Mass is split up into hunting “zones” much like other states. Out in wester MA there is rifle hunting. But where I am, there is no rifle, everything is just to close together. The majority of the season where I am (south of Boston) is all archery followed by only 2 weeks of shotgun and then 2 weeks of muzzle loader, then the season is over. This was the first Saturday of the shotgun season. We went to a state park on Martha’s Vineyard that is broken up by fire roads. Basically 2000’ by 2000’ squares with dirt roads in between. Inside of the squares is some of the thickest scrub oak you will ever see. Some area so think you try to walk through get stuck and have to back out and go around. For example I fell the other day and put my arms out to catch some branches and didn’t hit the ground. You can’t have ANYTHING hanging, compass, walkie-talkie, calls it will all get ripped off. Even a sling becomes a pain cut it just gets hung up. With it being at thick as it is, the only way to hunt it is to do drives. So we split the crew in 2, one group sits on one end of one of one of the squares and use ladders to get up into some of the larger trees if available, to try and see over the scrub oak, while the other half evenly spread out across the other side of the square and try to keep the deer in front of them and push to the sitters. The tricky part is trying to keep your spacing between one another and the pushing line straight. I wish I had a picture of what this scrub oak looks like, but I didn’t take any. It’s basically like walking through a million thick bushes all intertwined. One of the new to the group guys the other day jokingly described the deer runs like tunnels they likely came across in Vietnam. A person has to duck if not crawl through them, if you are Lucky enough to find one on your path to the sitters.

So that’s basically it. We drive or push the deer because we have enough guys where it’s hard for the deer to get in between the pushing line (although they frequently do, and could be 25 yards from you, making a tun of noise running between you and the person next to you, and neither of you would see a thing).

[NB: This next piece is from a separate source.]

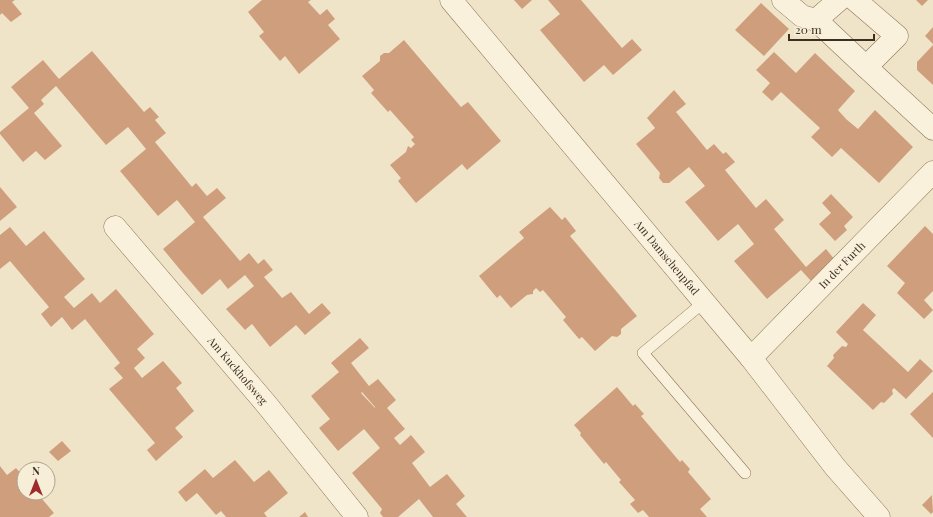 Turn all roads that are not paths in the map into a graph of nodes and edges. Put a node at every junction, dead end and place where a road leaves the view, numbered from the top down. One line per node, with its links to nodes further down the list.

The best part about the trip was the ferry ride back. It’s not peak vacation season, so most of the people on Martha’s Vineyard are locals and live there year round, and not rich vacationers going to their multi million dollar summer home. The island is so over run with lime disease, everyone was coming over to the truck, taking pictures, and thanking us for thinning the heard, which happens every year, but it is by no means typical for Massachusetts. To put things into perspective for the locals, at the deer check station, the biologist told us that about 50% of the ticks they test, test positive for lime. There are no coyotes on the island so hunters are the only deer predator, and the state wants them gone so bad, there are unlimited doe tags for sale for $5 each.